= Prompt =
Go through the data and tally the lines that hold the string "edges". Reply with the total alone.

= Records from a data collection =
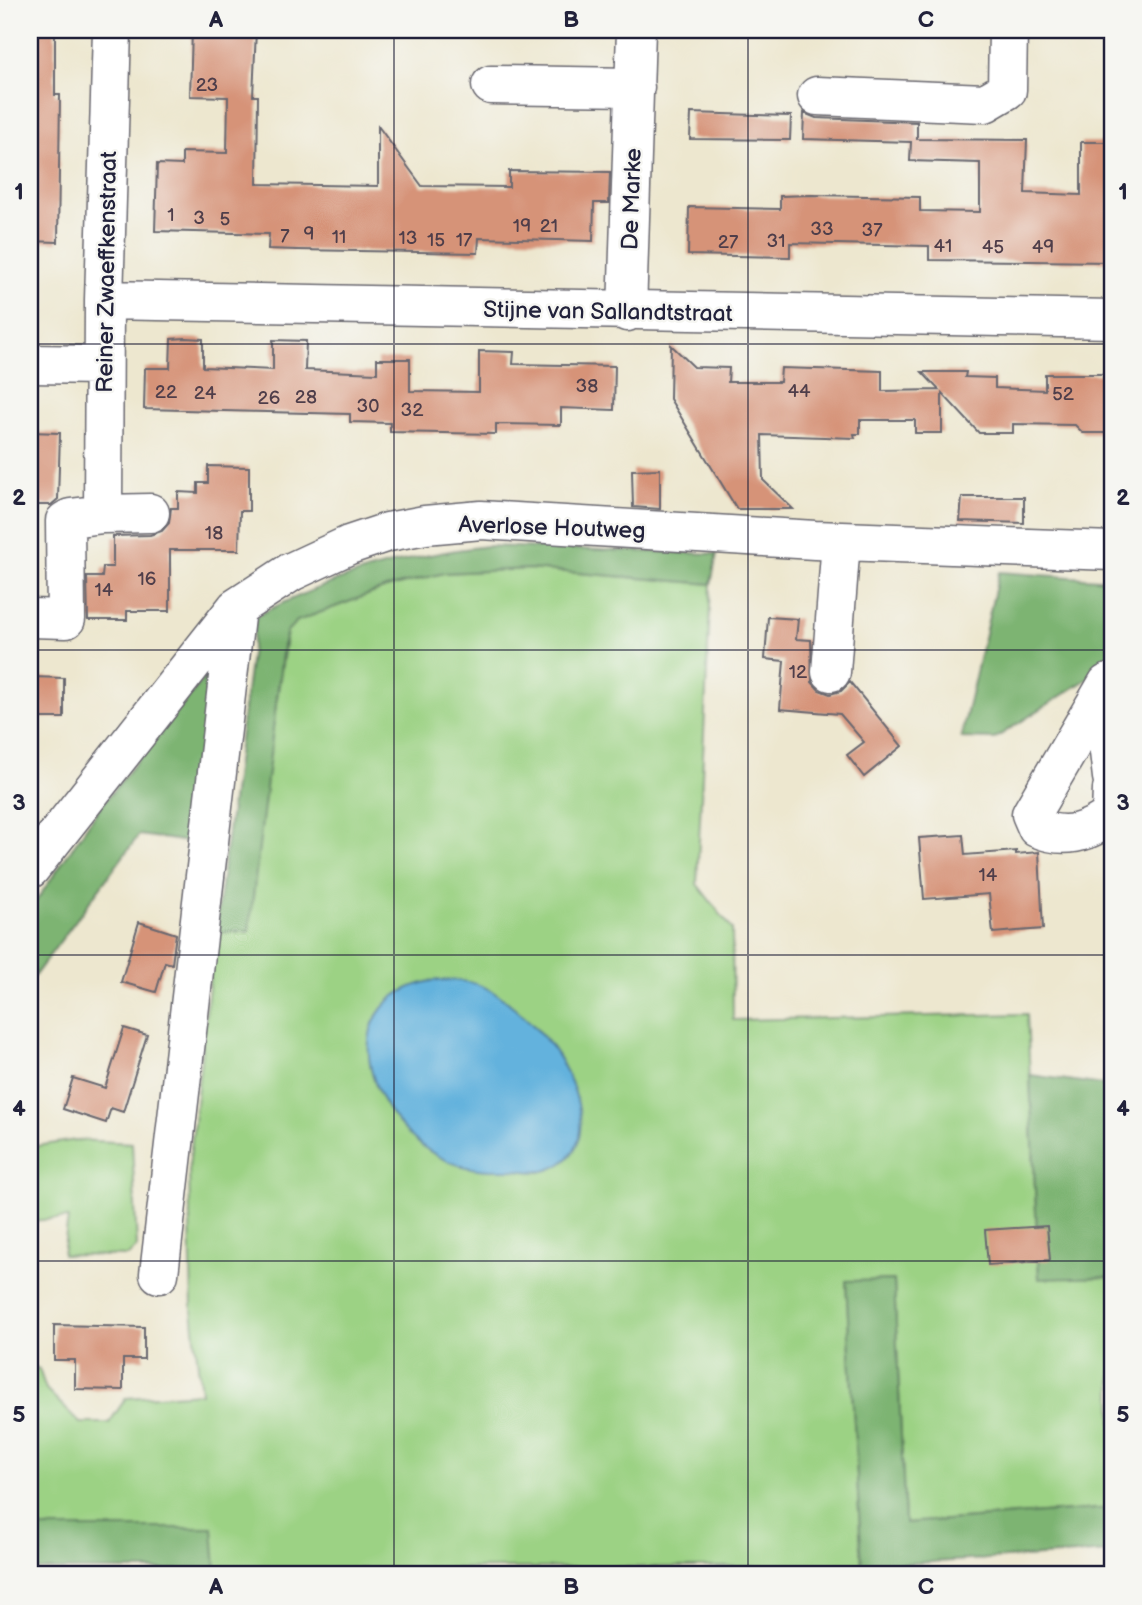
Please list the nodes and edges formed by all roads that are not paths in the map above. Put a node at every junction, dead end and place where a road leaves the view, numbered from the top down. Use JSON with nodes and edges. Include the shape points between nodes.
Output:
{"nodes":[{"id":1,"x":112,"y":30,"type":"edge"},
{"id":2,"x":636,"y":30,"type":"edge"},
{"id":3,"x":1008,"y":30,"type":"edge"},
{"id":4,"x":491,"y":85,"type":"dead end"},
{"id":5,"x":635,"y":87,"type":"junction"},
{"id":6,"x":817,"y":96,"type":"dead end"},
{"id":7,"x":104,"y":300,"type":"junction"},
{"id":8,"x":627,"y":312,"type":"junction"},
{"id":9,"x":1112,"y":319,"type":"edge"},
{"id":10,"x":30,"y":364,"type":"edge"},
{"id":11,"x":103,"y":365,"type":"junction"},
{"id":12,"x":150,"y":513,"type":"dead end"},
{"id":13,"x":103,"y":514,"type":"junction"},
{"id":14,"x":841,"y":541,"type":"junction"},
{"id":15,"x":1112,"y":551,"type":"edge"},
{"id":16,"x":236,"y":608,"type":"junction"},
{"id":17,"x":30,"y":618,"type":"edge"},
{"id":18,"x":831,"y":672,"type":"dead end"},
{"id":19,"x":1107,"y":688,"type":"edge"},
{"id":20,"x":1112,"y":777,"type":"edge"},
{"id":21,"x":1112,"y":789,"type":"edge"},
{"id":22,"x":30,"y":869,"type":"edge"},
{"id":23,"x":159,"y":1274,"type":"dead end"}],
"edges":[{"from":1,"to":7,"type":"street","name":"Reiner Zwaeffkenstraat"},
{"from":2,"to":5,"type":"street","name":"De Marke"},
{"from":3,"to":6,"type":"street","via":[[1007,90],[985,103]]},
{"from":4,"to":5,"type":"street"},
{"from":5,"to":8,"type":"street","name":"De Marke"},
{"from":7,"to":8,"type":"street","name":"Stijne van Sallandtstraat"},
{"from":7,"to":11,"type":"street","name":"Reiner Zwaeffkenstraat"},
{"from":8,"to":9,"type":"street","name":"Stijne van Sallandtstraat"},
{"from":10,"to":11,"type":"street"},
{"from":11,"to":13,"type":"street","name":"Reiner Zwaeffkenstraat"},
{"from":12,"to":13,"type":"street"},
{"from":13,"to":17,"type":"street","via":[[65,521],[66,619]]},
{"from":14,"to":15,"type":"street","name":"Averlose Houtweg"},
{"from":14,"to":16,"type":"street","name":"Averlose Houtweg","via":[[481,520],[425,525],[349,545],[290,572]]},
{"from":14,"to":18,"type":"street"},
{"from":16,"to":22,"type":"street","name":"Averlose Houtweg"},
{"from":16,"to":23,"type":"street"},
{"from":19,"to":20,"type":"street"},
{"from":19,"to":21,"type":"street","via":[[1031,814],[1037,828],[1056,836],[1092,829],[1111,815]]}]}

==

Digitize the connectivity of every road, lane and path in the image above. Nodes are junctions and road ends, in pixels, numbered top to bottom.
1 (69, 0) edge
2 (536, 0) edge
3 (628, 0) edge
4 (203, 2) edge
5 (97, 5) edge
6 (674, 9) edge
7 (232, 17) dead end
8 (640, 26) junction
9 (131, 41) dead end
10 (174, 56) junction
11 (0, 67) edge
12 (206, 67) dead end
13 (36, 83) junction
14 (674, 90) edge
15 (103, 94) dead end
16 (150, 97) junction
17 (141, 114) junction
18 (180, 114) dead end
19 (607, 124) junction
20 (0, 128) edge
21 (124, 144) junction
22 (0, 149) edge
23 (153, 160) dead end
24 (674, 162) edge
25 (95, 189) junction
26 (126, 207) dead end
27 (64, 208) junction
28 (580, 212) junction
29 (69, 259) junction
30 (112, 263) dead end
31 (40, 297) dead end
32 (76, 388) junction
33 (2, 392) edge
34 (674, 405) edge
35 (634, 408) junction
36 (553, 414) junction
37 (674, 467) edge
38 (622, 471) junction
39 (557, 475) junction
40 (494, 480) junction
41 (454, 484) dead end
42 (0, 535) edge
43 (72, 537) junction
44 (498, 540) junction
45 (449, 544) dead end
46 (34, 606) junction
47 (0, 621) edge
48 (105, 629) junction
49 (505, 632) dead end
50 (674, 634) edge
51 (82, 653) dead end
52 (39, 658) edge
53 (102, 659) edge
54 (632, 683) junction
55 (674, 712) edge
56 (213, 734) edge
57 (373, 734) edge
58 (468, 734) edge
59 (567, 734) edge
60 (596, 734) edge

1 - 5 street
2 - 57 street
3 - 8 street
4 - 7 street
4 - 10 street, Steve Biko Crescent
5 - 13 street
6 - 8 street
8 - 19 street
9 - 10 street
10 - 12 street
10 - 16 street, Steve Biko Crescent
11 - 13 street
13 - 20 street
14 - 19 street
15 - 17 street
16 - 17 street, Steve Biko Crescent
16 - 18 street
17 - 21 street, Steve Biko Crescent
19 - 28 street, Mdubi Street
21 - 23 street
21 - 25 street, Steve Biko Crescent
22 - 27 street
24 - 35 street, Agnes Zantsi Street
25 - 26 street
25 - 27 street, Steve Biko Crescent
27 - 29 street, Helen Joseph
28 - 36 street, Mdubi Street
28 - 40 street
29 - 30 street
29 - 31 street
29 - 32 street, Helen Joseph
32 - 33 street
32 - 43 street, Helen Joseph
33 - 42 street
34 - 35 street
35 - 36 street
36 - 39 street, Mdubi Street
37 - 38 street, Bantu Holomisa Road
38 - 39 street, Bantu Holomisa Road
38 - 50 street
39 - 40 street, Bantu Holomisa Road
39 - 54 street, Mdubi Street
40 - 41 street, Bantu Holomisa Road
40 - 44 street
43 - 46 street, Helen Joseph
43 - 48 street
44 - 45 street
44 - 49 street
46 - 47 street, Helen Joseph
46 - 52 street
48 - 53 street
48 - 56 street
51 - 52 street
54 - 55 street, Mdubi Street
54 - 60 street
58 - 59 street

= Response to this exercise =
2